• **Aim of the exercise**:
Could you copy each line of the listing that holds "graph"?

• **Records provided**:
== Segment start ==
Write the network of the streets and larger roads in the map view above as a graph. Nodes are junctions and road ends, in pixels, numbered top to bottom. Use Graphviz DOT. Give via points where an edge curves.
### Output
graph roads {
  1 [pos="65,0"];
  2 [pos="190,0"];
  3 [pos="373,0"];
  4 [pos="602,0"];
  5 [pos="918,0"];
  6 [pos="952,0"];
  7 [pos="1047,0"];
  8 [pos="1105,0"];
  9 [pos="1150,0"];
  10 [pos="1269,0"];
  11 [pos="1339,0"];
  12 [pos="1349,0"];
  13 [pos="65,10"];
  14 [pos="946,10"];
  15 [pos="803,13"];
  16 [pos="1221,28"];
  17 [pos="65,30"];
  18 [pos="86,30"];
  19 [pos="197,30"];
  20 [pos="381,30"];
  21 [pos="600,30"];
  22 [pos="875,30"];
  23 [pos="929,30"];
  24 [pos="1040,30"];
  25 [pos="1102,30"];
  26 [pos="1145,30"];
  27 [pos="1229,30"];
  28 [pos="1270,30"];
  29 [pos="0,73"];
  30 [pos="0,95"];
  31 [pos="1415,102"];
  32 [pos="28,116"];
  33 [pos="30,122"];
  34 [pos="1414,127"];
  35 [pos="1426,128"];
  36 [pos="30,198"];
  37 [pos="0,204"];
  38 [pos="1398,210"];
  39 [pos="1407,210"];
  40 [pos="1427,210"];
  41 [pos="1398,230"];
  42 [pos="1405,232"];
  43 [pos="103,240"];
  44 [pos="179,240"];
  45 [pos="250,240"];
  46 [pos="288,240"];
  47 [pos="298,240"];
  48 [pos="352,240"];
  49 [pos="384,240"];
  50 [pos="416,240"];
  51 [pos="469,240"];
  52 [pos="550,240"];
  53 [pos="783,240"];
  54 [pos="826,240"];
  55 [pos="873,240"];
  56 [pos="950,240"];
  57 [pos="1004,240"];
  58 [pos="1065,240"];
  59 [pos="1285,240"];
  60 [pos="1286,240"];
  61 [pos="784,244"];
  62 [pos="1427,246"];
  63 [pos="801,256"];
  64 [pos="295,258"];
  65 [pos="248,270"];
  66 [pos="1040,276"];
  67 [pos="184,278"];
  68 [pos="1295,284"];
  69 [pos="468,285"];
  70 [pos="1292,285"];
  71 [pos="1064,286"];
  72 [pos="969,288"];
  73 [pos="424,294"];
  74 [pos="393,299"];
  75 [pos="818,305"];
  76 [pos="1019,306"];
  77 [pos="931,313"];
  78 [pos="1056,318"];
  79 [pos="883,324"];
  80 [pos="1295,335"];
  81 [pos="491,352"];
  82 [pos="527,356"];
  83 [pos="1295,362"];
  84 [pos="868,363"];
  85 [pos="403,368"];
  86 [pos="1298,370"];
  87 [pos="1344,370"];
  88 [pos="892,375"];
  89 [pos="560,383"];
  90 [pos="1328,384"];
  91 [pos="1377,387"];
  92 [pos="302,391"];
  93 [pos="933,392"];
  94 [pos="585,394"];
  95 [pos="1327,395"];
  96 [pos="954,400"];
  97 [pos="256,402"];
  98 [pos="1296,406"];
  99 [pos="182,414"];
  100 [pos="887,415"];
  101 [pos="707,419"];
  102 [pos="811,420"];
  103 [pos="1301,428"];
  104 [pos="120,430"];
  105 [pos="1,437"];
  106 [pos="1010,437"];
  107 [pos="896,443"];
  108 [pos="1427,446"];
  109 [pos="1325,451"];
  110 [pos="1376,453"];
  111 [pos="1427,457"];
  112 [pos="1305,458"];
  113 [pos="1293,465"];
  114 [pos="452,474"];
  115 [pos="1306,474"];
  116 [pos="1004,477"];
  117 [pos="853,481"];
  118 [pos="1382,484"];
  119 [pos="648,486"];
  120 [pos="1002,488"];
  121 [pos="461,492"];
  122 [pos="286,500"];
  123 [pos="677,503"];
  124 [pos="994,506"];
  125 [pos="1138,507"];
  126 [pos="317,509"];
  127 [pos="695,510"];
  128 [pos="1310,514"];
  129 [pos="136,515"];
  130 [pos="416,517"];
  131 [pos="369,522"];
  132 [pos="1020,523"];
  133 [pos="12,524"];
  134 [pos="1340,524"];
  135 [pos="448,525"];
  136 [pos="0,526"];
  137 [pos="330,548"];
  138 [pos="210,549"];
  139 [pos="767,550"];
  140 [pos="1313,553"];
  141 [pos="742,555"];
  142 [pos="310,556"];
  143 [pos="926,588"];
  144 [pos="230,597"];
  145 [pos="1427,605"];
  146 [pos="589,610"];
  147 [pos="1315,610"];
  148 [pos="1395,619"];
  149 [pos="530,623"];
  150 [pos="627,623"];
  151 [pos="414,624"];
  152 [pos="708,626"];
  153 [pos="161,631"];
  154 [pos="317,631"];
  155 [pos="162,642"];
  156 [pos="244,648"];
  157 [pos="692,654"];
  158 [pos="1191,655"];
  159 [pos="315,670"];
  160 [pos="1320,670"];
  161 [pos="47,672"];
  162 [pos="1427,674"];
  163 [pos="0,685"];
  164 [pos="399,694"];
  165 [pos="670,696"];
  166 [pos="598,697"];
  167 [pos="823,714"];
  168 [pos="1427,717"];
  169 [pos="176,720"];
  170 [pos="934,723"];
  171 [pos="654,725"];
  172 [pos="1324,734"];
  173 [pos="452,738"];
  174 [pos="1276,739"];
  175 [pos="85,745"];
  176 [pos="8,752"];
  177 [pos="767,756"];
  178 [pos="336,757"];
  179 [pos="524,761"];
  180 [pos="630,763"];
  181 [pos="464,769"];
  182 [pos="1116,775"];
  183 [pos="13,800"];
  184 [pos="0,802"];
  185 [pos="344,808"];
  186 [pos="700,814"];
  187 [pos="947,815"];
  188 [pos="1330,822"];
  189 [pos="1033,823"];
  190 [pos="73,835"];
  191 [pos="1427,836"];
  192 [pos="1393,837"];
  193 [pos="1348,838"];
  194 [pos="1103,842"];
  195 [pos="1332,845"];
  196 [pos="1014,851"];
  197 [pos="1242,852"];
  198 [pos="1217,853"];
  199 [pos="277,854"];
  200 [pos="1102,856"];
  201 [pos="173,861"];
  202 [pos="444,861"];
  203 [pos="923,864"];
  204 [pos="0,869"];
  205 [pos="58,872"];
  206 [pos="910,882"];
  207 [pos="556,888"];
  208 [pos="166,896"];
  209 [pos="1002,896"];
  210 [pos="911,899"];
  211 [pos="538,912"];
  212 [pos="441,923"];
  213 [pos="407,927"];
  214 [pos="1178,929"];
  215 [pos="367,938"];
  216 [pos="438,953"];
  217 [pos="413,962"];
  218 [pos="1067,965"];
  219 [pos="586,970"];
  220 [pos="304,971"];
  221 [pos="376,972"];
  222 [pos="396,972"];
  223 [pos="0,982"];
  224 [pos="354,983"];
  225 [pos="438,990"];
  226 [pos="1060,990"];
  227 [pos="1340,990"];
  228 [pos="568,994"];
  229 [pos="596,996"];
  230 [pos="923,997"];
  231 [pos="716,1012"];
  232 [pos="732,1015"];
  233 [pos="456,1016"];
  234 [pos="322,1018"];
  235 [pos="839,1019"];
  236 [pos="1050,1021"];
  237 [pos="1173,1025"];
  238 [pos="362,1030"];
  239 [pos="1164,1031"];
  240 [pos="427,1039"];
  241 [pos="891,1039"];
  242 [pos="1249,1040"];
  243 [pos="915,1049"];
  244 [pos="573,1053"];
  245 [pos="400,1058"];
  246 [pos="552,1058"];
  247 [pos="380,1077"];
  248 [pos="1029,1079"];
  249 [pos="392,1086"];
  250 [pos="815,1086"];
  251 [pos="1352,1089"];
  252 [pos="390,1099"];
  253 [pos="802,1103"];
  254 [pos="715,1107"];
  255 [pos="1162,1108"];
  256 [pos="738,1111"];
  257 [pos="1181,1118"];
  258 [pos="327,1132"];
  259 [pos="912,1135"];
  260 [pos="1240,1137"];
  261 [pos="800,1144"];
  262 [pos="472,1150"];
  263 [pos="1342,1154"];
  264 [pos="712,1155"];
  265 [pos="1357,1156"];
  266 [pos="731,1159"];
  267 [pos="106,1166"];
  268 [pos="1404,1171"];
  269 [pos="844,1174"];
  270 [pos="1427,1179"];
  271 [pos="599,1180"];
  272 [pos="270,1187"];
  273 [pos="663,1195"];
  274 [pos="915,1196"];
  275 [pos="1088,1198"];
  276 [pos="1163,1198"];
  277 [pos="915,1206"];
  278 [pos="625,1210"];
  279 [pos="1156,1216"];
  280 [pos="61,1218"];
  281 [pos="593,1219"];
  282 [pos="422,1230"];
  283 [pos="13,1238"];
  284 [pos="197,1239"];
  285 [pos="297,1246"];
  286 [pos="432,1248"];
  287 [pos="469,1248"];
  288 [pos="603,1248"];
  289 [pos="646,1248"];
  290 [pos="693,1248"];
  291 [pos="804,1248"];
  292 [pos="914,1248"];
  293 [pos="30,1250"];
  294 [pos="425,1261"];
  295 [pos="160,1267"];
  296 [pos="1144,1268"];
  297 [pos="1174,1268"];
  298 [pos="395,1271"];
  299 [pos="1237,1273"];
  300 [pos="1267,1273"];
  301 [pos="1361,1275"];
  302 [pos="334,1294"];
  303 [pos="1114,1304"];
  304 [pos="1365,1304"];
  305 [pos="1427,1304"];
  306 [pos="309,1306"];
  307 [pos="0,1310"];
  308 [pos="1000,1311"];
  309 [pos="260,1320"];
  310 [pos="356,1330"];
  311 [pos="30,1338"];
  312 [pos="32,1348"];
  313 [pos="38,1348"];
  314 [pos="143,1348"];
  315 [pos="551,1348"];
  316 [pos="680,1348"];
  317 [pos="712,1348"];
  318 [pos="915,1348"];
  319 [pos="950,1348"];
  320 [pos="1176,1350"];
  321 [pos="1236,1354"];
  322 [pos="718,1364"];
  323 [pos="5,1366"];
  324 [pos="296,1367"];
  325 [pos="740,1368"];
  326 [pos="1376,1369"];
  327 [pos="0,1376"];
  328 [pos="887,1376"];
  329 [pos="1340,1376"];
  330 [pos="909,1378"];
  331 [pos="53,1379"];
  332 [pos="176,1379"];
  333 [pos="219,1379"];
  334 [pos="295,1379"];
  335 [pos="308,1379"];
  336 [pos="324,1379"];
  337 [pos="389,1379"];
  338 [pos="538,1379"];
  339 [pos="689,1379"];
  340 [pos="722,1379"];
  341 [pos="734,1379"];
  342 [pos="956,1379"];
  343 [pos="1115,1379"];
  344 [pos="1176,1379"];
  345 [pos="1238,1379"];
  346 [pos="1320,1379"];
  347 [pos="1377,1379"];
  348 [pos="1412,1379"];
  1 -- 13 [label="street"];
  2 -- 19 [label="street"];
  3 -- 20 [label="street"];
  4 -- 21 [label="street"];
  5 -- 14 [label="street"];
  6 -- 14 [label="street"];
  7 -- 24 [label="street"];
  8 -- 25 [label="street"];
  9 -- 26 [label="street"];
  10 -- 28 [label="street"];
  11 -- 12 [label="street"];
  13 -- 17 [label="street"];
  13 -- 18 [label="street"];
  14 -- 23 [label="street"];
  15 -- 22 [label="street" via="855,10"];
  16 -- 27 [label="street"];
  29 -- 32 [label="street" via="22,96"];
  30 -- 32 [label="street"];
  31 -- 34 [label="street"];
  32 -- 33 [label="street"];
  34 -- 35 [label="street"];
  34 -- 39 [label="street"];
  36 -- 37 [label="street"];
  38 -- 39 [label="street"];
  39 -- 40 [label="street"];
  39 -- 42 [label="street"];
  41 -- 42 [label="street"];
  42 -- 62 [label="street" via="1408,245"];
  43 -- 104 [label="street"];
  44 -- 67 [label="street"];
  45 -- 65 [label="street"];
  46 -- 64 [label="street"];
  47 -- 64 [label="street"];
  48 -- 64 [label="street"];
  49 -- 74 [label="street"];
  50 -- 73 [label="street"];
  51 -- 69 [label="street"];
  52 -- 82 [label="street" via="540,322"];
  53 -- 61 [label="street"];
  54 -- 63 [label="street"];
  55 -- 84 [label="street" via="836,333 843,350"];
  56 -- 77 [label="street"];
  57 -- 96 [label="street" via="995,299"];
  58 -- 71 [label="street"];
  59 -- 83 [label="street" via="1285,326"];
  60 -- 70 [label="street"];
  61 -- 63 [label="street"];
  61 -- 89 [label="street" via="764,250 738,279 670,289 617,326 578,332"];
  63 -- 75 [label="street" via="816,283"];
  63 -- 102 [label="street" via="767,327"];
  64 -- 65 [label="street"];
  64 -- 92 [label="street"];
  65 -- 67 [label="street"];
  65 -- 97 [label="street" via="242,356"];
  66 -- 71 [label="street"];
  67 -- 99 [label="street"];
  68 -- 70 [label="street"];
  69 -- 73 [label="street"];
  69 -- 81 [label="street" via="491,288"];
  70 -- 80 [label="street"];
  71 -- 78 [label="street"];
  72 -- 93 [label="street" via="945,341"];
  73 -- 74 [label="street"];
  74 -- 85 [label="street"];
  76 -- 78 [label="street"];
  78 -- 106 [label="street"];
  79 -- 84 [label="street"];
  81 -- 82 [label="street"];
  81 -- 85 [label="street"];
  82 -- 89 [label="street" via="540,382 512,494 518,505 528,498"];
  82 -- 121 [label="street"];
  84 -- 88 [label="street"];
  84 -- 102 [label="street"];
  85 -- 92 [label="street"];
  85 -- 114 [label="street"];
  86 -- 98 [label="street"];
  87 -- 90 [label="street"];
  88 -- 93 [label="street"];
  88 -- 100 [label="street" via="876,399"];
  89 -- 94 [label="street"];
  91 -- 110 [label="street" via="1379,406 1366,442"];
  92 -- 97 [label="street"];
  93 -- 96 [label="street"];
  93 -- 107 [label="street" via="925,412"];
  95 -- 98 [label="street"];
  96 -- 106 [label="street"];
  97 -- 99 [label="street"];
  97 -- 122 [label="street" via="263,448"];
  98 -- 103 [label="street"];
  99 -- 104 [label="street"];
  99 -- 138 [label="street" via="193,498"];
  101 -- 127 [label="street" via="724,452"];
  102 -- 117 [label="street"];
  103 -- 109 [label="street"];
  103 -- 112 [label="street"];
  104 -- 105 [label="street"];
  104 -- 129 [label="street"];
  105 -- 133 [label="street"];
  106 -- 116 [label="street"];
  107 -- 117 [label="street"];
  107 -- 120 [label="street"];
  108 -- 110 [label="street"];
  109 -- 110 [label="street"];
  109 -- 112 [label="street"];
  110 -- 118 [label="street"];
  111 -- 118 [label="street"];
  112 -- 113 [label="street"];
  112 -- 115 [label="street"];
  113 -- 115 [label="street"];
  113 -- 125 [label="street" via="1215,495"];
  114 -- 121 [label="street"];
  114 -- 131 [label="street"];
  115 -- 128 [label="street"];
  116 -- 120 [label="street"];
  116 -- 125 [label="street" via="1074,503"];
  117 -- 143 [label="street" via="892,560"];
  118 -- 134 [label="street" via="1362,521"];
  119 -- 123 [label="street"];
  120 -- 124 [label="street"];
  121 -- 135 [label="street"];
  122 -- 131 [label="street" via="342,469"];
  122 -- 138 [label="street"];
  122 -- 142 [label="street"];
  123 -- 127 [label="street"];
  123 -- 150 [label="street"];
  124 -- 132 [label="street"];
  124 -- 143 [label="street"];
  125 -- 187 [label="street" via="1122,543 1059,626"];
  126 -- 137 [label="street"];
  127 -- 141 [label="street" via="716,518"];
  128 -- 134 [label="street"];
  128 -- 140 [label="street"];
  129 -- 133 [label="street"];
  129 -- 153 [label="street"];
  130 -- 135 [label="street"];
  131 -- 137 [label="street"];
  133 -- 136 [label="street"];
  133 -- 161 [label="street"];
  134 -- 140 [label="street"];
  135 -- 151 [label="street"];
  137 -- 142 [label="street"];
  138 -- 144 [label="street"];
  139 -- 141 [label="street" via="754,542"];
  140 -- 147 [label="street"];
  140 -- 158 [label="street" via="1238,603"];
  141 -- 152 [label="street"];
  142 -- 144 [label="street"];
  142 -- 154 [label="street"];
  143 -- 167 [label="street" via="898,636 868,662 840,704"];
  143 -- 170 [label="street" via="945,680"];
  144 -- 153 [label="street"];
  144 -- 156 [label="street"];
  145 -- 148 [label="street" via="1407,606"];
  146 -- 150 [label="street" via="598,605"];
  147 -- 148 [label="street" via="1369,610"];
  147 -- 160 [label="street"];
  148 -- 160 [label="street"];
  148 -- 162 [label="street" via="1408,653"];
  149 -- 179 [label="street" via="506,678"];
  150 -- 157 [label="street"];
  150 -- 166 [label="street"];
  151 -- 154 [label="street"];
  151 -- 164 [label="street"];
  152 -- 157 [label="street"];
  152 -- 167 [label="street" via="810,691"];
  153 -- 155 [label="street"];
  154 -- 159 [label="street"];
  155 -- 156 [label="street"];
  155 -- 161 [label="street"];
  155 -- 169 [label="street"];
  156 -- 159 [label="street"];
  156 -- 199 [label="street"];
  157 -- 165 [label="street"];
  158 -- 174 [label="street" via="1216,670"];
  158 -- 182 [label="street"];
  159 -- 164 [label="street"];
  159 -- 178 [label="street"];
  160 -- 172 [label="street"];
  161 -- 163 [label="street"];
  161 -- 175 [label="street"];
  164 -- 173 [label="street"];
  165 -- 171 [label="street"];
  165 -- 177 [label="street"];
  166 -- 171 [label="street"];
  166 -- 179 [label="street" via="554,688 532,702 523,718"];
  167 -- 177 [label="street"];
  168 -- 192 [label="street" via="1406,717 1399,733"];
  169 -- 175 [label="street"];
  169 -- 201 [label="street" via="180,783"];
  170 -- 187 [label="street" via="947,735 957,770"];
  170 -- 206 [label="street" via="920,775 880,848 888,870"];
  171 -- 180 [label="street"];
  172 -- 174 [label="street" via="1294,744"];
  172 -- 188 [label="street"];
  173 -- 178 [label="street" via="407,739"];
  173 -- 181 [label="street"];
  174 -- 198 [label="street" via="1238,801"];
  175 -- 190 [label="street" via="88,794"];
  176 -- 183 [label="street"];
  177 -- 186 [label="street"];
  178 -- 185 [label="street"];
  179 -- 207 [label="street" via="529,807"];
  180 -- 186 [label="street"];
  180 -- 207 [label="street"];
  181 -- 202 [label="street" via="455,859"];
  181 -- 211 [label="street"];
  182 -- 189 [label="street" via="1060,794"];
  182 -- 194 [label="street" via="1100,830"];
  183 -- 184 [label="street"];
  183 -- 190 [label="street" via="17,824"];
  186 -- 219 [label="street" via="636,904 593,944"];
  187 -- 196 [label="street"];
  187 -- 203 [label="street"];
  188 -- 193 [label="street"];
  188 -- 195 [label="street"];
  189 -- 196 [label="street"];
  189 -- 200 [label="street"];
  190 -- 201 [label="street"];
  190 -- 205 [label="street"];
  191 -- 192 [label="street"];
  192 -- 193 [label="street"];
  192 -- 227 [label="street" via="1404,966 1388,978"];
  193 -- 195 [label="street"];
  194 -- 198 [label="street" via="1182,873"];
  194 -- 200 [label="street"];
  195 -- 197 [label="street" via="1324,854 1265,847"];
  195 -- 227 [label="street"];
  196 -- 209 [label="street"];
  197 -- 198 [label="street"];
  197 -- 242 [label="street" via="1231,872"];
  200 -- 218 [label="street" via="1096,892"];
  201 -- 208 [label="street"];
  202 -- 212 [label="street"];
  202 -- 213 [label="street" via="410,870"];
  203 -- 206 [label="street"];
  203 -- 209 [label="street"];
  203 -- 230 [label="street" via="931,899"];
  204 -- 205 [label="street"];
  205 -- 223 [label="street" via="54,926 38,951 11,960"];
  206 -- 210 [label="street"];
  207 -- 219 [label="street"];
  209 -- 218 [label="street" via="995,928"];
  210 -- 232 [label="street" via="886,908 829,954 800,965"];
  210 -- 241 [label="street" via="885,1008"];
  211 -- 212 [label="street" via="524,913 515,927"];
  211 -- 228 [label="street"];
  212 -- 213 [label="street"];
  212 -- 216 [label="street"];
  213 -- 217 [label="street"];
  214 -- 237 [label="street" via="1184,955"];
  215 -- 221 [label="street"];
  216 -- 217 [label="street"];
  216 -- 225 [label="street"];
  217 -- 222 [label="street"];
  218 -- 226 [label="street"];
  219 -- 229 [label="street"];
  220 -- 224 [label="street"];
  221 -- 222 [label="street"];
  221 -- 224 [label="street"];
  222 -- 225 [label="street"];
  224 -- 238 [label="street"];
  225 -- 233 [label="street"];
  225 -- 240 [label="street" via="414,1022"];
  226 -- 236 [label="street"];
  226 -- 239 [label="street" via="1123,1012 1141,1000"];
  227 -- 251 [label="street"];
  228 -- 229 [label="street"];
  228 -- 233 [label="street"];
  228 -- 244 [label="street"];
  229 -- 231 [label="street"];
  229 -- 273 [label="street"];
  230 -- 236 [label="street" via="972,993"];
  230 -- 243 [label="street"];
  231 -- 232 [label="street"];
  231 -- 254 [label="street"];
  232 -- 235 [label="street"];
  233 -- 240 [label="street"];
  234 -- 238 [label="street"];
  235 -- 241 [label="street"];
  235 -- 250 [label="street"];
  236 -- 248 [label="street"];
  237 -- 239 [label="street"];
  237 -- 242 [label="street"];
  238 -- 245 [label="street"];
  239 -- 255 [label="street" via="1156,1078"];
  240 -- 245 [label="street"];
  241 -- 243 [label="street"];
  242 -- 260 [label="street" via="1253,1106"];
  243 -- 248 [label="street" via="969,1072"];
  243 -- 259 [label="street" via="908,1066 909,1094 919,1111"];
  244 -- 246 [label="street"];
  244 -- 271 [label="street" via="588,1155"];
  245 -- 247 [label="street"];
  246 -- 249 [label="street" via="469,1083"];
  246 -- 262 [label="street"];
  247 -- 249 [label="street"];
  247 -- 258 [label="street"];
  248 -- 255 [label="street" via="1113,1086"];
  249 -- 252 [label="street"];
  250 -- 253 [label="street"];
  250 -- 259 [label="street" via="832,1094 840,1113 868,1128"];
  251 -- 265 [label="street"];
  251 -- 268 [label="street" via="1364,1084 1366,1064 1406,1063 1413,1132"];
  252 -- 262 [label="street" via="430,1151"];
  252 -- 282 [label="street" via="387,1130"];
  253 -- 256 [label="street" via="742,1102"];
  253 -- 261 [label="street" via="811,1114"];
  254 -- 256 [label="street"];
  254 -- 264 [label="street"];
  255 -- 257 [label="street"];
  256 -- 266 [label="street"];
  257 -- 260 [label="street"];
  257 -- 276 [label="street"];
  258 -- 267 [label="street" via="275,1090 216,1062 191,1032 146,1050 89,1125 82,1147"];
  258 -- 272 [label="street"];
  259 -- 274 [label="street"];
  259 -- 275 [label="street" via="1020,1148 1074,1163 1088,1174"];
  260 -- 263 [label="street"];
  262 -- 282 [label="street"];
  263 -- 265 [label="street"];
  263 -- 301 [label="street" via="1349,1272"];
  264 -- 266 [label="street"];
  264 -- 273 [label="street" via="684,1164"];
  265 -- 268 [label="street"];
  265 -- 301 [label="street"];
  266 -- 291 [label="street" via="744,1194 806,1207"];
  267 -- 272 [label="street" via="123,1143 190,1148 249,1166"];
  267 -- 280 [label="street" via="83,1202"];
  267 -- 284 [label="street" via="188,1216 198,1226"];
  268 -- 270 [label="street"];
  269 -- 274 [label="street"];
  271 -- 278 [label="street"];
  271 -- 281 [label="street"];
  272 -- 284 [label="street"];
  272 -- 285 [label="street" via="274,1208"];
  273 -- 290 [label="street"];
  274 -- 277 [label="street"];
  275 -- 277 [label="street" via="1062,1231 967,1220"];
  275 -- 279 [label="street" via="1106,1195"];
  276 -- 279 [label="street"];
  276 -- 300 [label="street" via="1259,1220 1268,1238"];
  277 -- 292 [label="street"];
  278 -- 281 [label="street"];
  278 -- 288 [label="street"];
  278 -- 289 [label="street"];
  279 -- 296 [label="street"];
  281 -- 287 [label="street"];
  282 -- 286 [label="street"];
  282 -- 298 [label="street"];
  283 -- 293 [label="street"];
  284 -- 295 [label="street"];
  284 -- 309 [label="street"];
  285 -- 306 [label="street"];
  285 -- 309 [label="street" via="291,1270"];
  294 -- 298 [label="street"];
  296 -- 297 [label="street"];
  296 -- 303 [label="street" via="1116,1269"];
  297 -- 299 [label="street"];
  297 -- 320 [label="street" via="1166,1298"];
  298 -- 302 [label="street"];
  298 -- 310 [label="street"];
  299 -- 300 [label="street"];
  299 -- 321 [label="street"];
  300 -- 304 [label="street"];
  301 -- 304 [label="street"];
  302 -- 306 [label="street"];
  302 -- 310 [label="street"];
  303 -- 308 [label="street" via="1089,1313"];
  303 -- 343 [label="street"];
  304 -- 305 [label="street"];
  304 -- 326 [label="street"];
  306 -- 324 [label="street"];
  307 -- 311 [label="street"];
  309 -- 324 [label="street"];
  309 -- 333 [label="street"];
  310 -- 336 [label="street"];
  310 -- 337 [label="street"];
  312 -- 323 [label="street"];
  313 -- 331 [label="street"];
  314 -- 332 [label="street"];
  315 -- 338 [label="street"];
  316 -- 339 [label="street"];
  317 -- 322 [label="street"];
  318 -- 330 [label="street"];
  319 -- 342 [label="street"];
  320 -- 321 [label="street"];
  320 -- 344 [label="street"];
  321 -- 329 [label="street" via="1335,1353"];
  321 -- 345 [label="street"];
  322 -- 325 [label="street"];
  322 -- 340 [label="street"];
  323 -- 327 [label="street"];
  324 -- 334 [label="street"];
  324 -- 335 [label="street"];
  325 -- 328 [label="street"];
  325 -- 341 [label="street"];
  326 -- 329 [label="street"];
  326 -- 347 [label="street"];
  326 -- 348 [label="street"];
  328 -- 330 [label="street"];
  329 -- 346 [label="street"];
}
== Segment end ==
• **Task result**:
Write the network of the streets and larger roads in the map view above as a graph. Nodes are junctions and road ends, in pixels, numbered top to bottom. Use Graphviz DOT. Give via points where an edge curves.
graph roads {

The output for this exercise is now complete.